HHGTTG See Chapter 8
Excellent post
I don’t want a “sugar tax” to “work” – whatever the hell that means.
It’s a tax, so surely its purpose is to raise funds for the next war.
Except Mullets of course. They should be banned.
For Christ sake don’t give Rachel from Accounts ideas.
Oh look. A dramatic fall in obesity levels in 2020. Whatever we were doing then really worked!
Rachel Reeves is preparing to bring in a milkshake tax in an attempt
to reduce obesity levelsto extend the marxo-fascist total-control state.These buffoons have completely lost the plot.
What next, a cake and biscuit tax?
Arguably a tax already exists, in part. Food is generally zero rated for VAT except (From food products (Vat Notice701/14)):
It would only take an amendment to extend VAT to all cakes and biscuits.
I hope you were waiting for someone to point out that:
Food products (VAT Notice 701/14)
https://www.gov.uk/guidance/food-products-and-vat-notice-70114
Zero rated: Cakes including sponges, fruit cakes, meringues, commemorative cakes such as a wedding, anniversary or birthday cakes
Standard rate: Cakes supplied in the course of catering (subject to the temporary reduced rate) — read Catering, takeaway food (VAT Notice 709/1)

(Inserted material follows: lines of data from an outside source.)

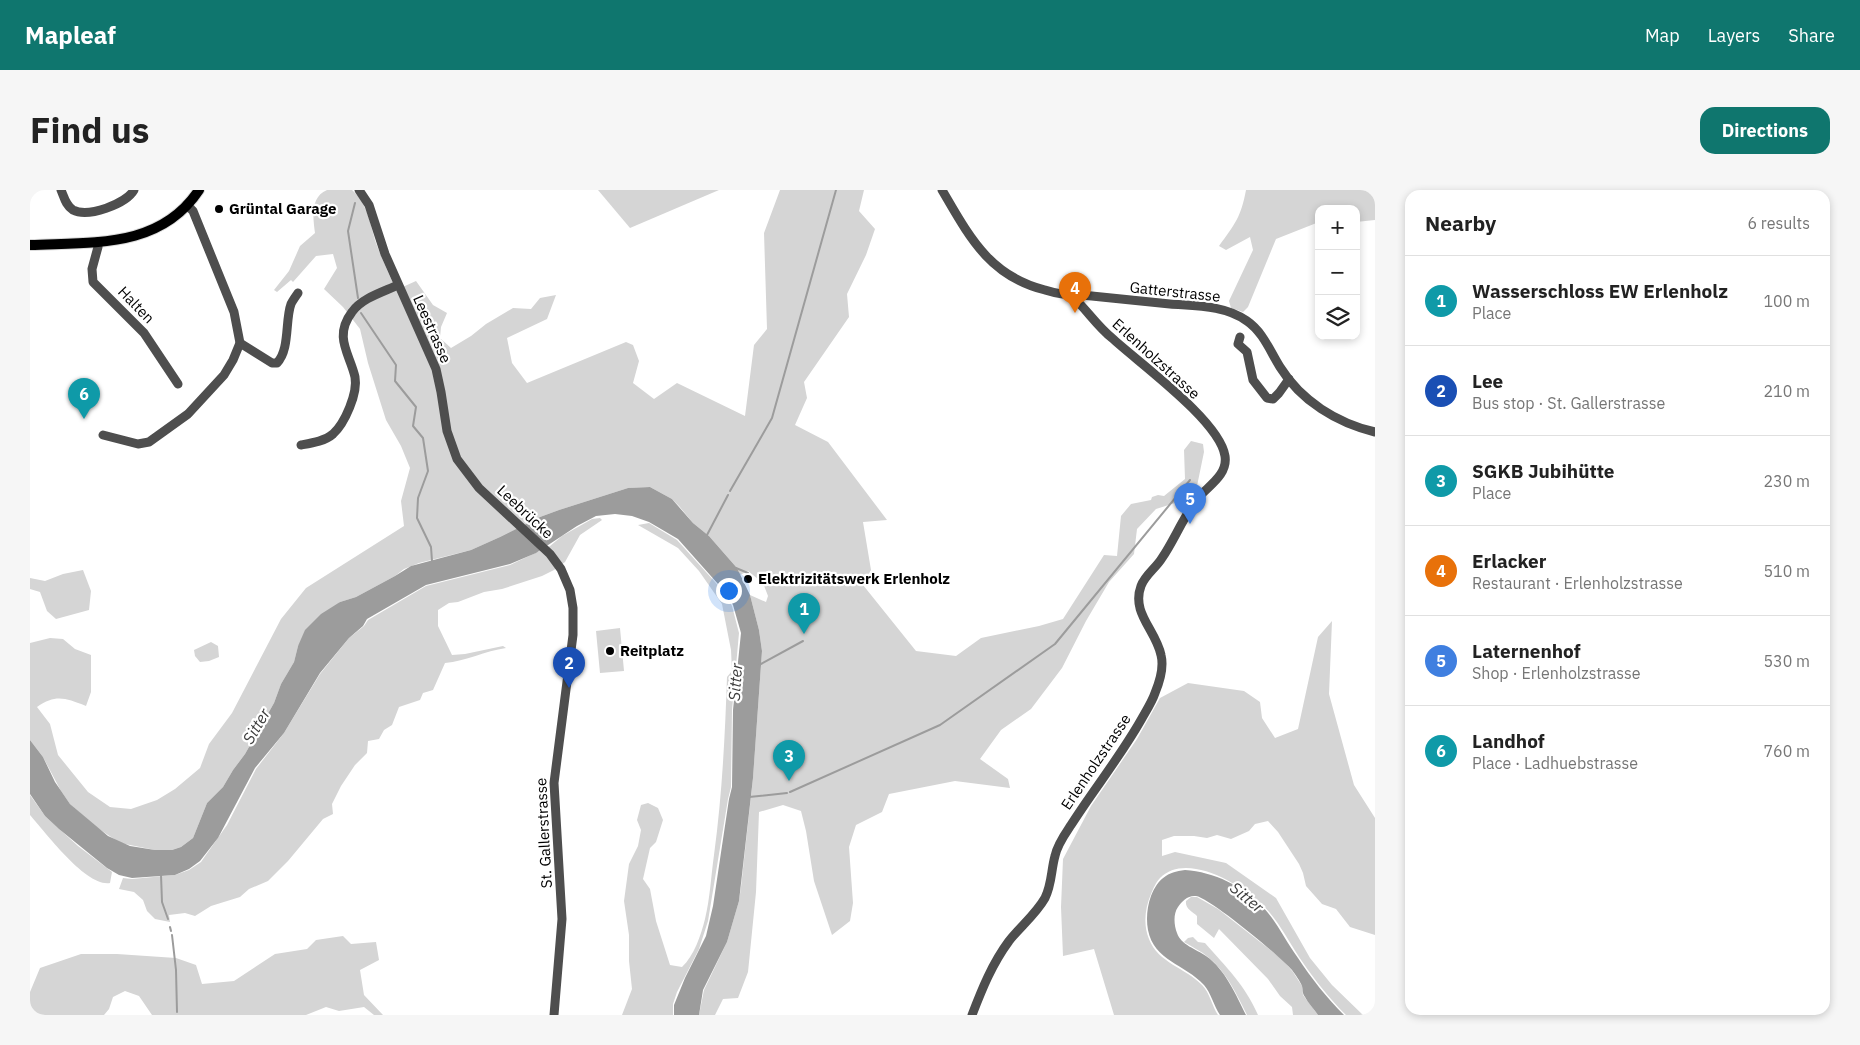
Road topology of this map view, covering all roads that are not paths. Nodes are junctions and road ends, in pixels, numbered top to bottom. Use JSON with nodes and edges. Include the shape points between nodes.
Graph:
{"nodes":[{"id":1,"x":61,"y":190,"type":"edge"},
{"id":2,"x":134,"y":190,"type":"edge"},
{"id":3,"x":199,"y":190,"type":"edge"},
{"id":4,"x":359,"y":190,"type":"edge"},
{"id":5,"x":942,"y":190,"type":"edge"},
{"id":6,"x":187,"y":205,"type":"junction"},
{"id":7,"x":98,"y":242,"type":"junction"},
{"id":8,"x":30,"y":245,"type":"edge"},
{"id":9,"x":398,"y":285,"type":"junction"},
{"id":10,"x":298,"y":293,"type":"dead end"},
{"id":11,"x":1073,"y":297,"type":"junction"},
{"id":12,"x":1240,"y":337,"type":"dead end"},
{"id":13,"x":240,"y":343,"type":"junction"},
{"id":14,"x":1289,"y":378,"type":"junction"},
{"id":15,"x":178,"y":384,"type":"dead end"},
{"id":16,"x":1375,"y":432,"type":"edge"},
{"id":17,"x":103,"y":435,"type":"dead end"},
{"id":18,"x":301,"y":445,"type":"dead end"},
{"id":19,"x":473,"y":481,"type":"joint"},
{"id":20,"x":558,"y":564,"type":"joint"},
{"id":21,"x":554,"y":1015,"type":"edge"},
{"id":22,"x":972,"y":1015,"type":"edge"}],
"edges":[{"from":1,"to":2,"type":"street","via":[[72,209],[88,212],[124,201]]},
{"from":3,"to":6,"type":"main road"},
{"from":4,"to":9,"type":"street","name":"Leestrasse","via":[[370,205]]},
{"from":5,"to":11,"type":"street","name":"Gatterstrasse","via":[[984,256],[1000,270],[1029,286]]},
{"from":6,"to":7,"type":"main road","via":[[172,219],[146,234]]},
{"from":6,"to":13,"type":"street","via":[[193,211],[234,312]]},
{"from":7,"to":8,"type":"main road"},
{"from":7,"to":15,"type":"street","name":"Halten","via":[[92,269],[94,282],[144,333]]},
{"from":9,"to":18,"type":"street","via":[[371,297],[352,311],[343,335],[344,348],[355,378],[349,409],[333,434]]},
{"from":9,"to":19,"type":"street","name":"Leestrasse","via":[[436,369],[451,446]]},
{"from":10,"to":13,"type":"street","via":[[291,303],[280,361],[272,363]]},
{"from":11,"to":14,"type":"street","name":"Gatterstrasse","via":[[1082,295],[1159,302],[1230,312],[1255,328]]},
{"from":11,"to":22,"type":"street","name":"Erlenholzstrasse","via":[[1110,337],[1187,403],[1213,431],[1225,454],[1225,464],[1222,473],[1188,512],[1162,559],[1142,585],[1139,609],[1161,656],[1160,680],[1154,696],[1124,750],[1063,837],[1055,854],[1044,899],[1004,949],[986,978]]},
{"from":12,"to":14,"type":"street","via":[[1238,344],[1248,352],[1253,380],[1268,398],[1273,399]]},
{"from":13,"to":17,"type":"street","via":[[224,375],[188,414],[166,432],[142,444]]},
{"from":14,"to":16,"type":"street","name":"Gatterstrasse","via":[[1314,403],[1334,417]]},
{"from":19,"to":20,"type":"street","name":"Leebrücke"},
{"from":20,"to":21,"type":"street","name":"St. Gallerstrasse","via":[[570,590],[574,616],[554,783],[562,919]]}]}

See sections 3.4 and 3.6 especially.
Dammit. Discoveredjoys beat me to it.
But a McVitie’s Jaffa Cake is a cake, not a biscuit. It really makes so much sense, doesn’t it?

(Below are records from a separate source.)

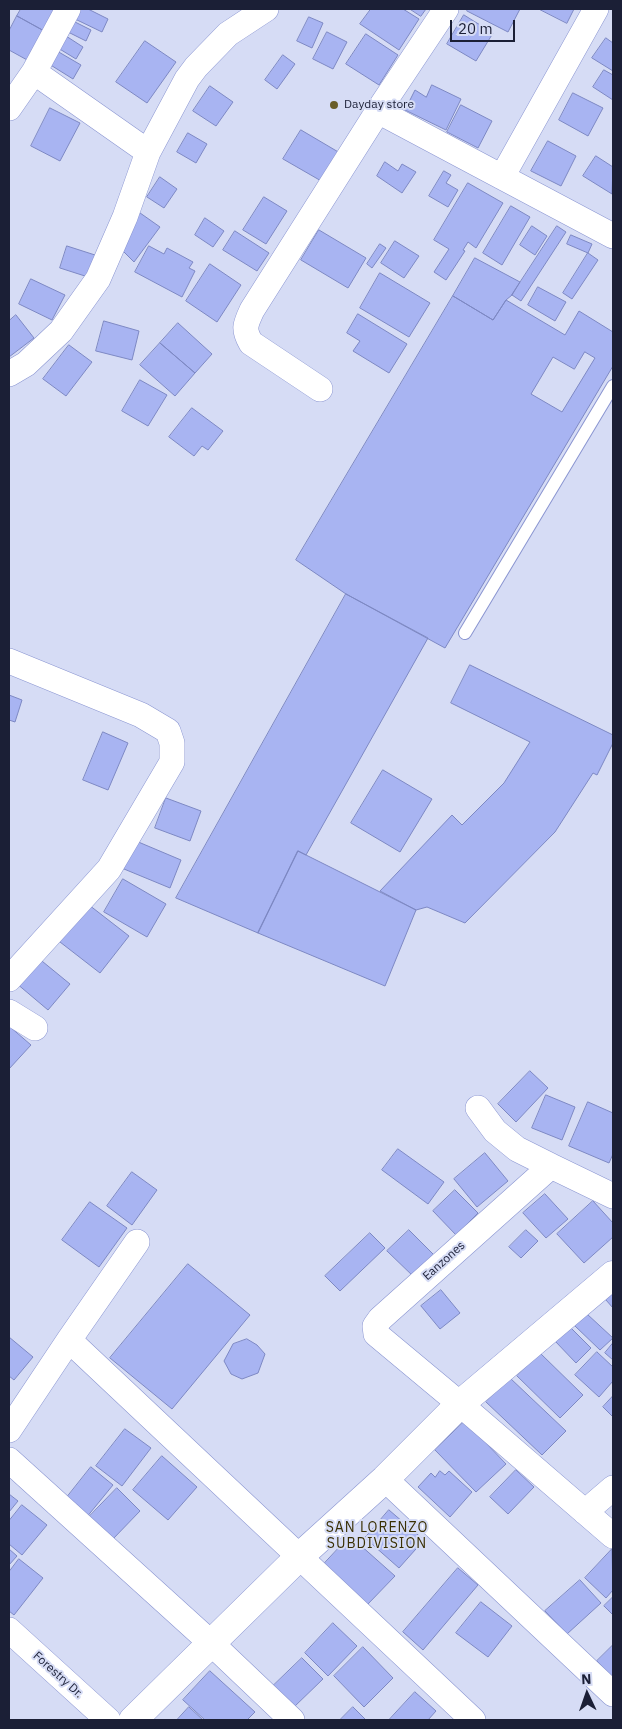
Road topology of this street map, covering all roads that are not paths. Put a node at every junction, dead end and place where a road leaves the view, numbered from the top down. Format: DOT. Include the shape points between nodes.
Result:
graph roads {
  1 [pos="68,9"];
  2 [pos="266,9"];
  3 [pos="446,9"];
  4 [pos="596,9"];
  5 [pos="34,72"];
  6 [pos="9,108"];
  7 [pos="378,111"];
  8 [pos="148,152"];
  9 [pos="502,177"];
  10 [pos="613,236"];
  11 [pos="9,374"];
  12 [pos="613,386"];
  13 [pos="320,389"];
  14 [pos="464,633"];
  15 [pos="9,661"];
  16 [pos="9,979"];
  17 [pos="9,1012"];
  18 [pos="35,1028"];
  19 [pos="478,1108"];
  20 [pos="551,1166"];
  21 [pos="613,1196"];
  22 [pos="137,1242"];
  23 [pos="613,1275"];
  24 [pos="69,1340"];
  25 [pos="460,1404"];
  26 [pos="9,1430"];
  27 [pos="9,1460"];
  28 [pos="386,1479"];
  29 [pos="613,1488"];
  30 [pos="585,1512"];
  31 [pos="613,1536"];
  32 [pos="299,1557"];
  33 [pos="9,1630"];
  34 [pos="211,1643"];
  35 [pos="613,1694"];
  36 [pos="108,1720"];
  37 [pos="133,1720"];
  38 [pos="292,1720"];
  39 [pos="473,1720"];
  1 -- 5 [label="street"];
  2 -- 8 [label="street" via="228,34 196,67"];
  3 -- 7 [label="street"];
  4 -- 9 [label="street"];
  5 -- 6 [label="street"];
  5 -- 8 [label="street"];
  7 -- 9 [label="street"];
  7 -- 13 [label="street" via="245,324 251,343"];
  8 -- 11 [label="street" via="98,279 62,331 26,364"];
  9 -- 10 [label="street"];
  12 -- 14 [label="lane"];
  15 -- 16 [label="street" via="141,715 168,730 172,743 172,762 109,869"];
  17 -- 18 [label="street"];
  19 -- 20 [label="street" via="494,1131 517,1149"];
  20 -- 21 [label="street"];
  20 -- 25 [label="street, Eanzones" via="375,1326 376,1334"];
  22 -- 24 [label="street"];
  23 -- 25 [label="street"];
  24 -- 26 [label="street"];
  24 -- 32 [label="street"];
  25 -- 28 [label="street"];
  25 -- 30 [label="street"];
  27 -- 34 [label="street"];
  28 -- 32 [label="street"];
  28 -- 35 [label="street"];
  29 -- 30 [label="street"];
  30 -- 31 [label="street"];
  32 -- 34 [label="street"];
  32 -- 39 [label="street"];
  33 -- 36 [label="street, Forestry Dr."];
  34 -- 37 [label="street"];
  34 -- 38 [label="street"];
}
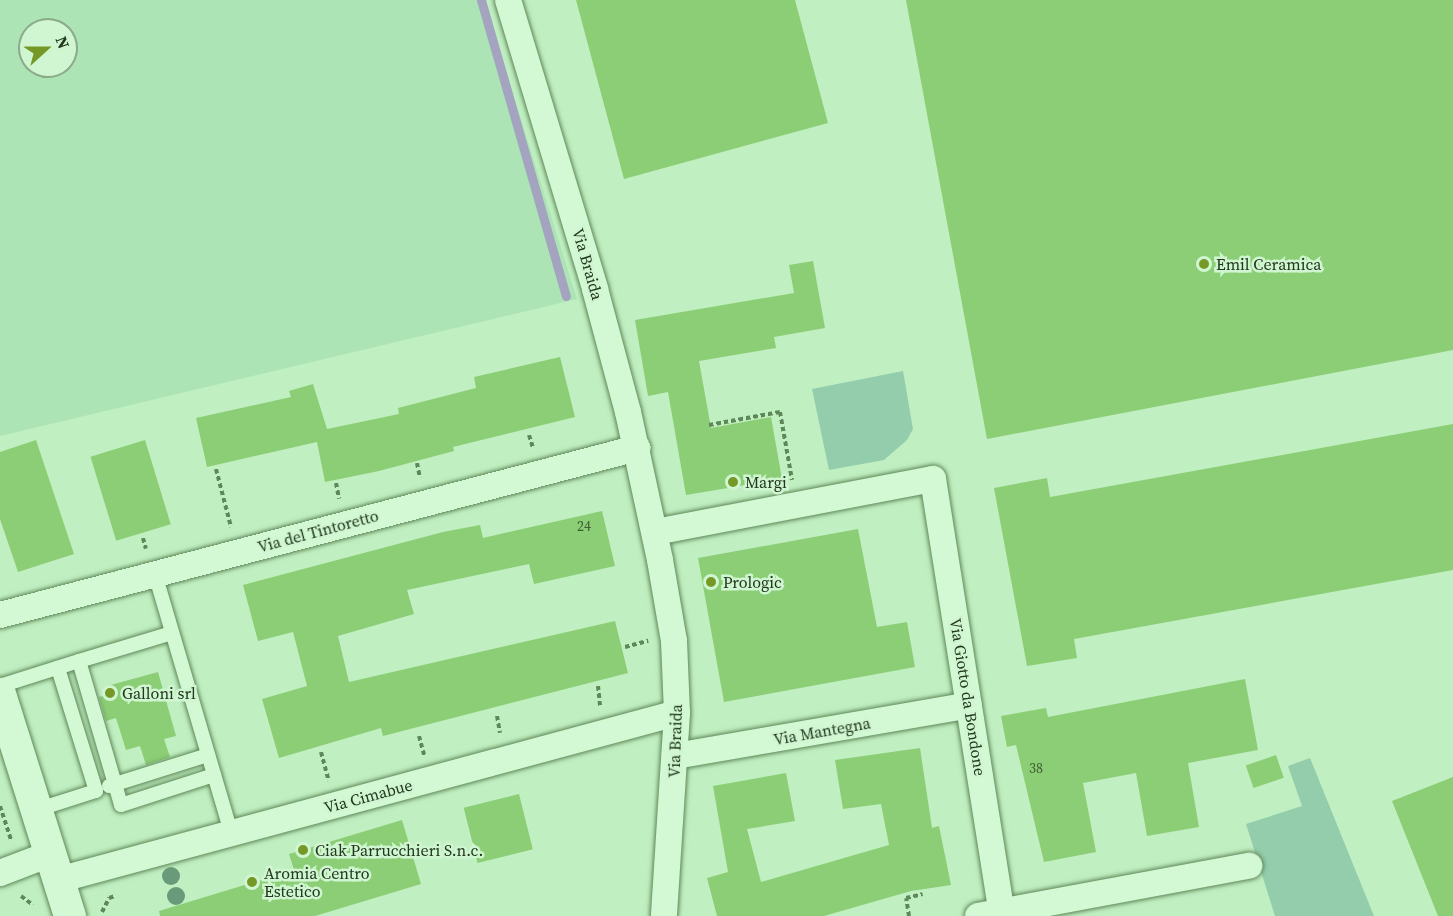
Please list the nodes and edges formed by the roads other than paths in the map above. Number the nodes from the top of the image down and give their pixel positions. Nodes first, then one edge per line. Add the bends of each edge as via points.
1 (508, 0) edge
2 (637, 448) junction
3 (655, 532) junction
4 (154, 574) junction
5 (0, 615) edge
6 (172, 633) junction
7 (79, 661) junction
8 (58, 668) junction
9 (0, 686) edge
10 (0, 694) edge
11 (969, 705) junction
12 (677, 713) junction
13 (208, 755) junction
14 (675, 756) junction
15 (214, 775) junction
16 (116, 784) junction
17 (96, 791) junction
18 (36, 810) junction
19 (231, 833) junction
20 (1249, 866) dead end
21 (54, 867) junction
22 (7, 883) edge
23 (994, 914) edge
24 (70, 916) edge
25 (664, 916) edge

1 - 2 street, Via Braida via 595,289
2 - 3 street, Via Braida
2 - 4 street, Via del Tintoretto
3 - 11 street, Via Giotto da Bondone via 933,479
3 - 12 street, Via Braida via 674,641
4 - 5 street, Via del Tintoretto
4 - 6 lane
6 - 7 lane
6 - 13 lane
7 - 8 lane
7 - 16 lane
8 - 9 lane
8 - 17 lane
10 - 18 street
11 - 14 street, Via Mantegna
11 - 23 street, Via Giotto da Bondone
12 - 14 street, Via Braida
12 - 19 street, Via Cimabue
13 - 15 lane
13 - 16 lane
14 - 25 street, Via Braida
15 - 16 lane via 122,805
15 - 19 lane
16 - 17 lane
17 - 18 lane
18 - 21 street
19 - 21 street, Via Cimabue
20 - 23 street
21 - 22 street, Via Cimabue
21 - 24 street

Who will rid me of these troublesome politicians?
Socialists and collectivists believe that nothing should be outside state control. Introducing ‘sin taxes’ is what they do. It makes them feel superior.
I think they’re mainly interested in raising money. Indirect taxes raise lots of that because they affect large numbers of people and because the individual amounts paid are rather small, there’s less political resistance to that. Especially considering that they disproportionally burden poor people and not rich people¹.
¹ Indirect taxes or consumption taxes, as they’re also called, are taxes on spending money for something. This means people’s income is heavier taxed when they have to spend it than when they can just keep it.
Just a way to raise taxes.
“Obesity” is like “climate change” an invention without any objective, empirical basis.
Isn’t it strange. They think a lemonade tax will cut lemonade consumption but don’t think an employment tax will cut employment. This whole farrago typifies the lying, deceitful times we live in. We’ll never get this country back unless and until we stop telling lies and deceiving one another. It really is that simple.
Excellent point, well made.
On that basis, the Inheritance Tax should cut dying.
I’m wondering what this leave the council tax for, minus people wishing for less council. There doesn’t seem to be a way to avoid it.
Or that increasing the cost of labour – minimum wage – won’t reduce labour consumption = fewer jobs.
…stop deceiving one another: accepting the truth that we swapped a vibrant, innovative, inventive industrial base for a cradle-to-the-grave welfare state now supporting all the impoverished incoming dross from the World’s shiteholes, complete with dysfunctional health service, by increasingly transferring our wealth into propping it up instead of investing in industry and we now have a rising bill of £2.8 trillion to show for it, and a reliance on China to make what we can no longer make for ourselves.
Is there no limit to this woman’s stupidity?
Unlikely.
So people will drink less milkshakes, which means less demand for milk. A double whammy – tbey get to raise more tax or further immiserate farmers! Sha-ting!
What if people make milkshakes at home??? Its been done before. Get out your old made in china blender. Ice cream and strawberries. Maybe they will send the cops to your house. The home anarchist cookbook.
That would be a Non-crime Milkshake Event – expect a call from the police.
So if we indulge the idea that putting a tax on certain products will cut consumption of them (either by raising the retail price or lowering output) , then how can you possibly suggest that putting a tax on the farming industry will not do the same and either cut agricultural output or make food less affordable?
Just the last in a long list of contradictory policies by these nutters (like experiments in sun-dimming, while at the same time pushing for more energy produced by solar farms).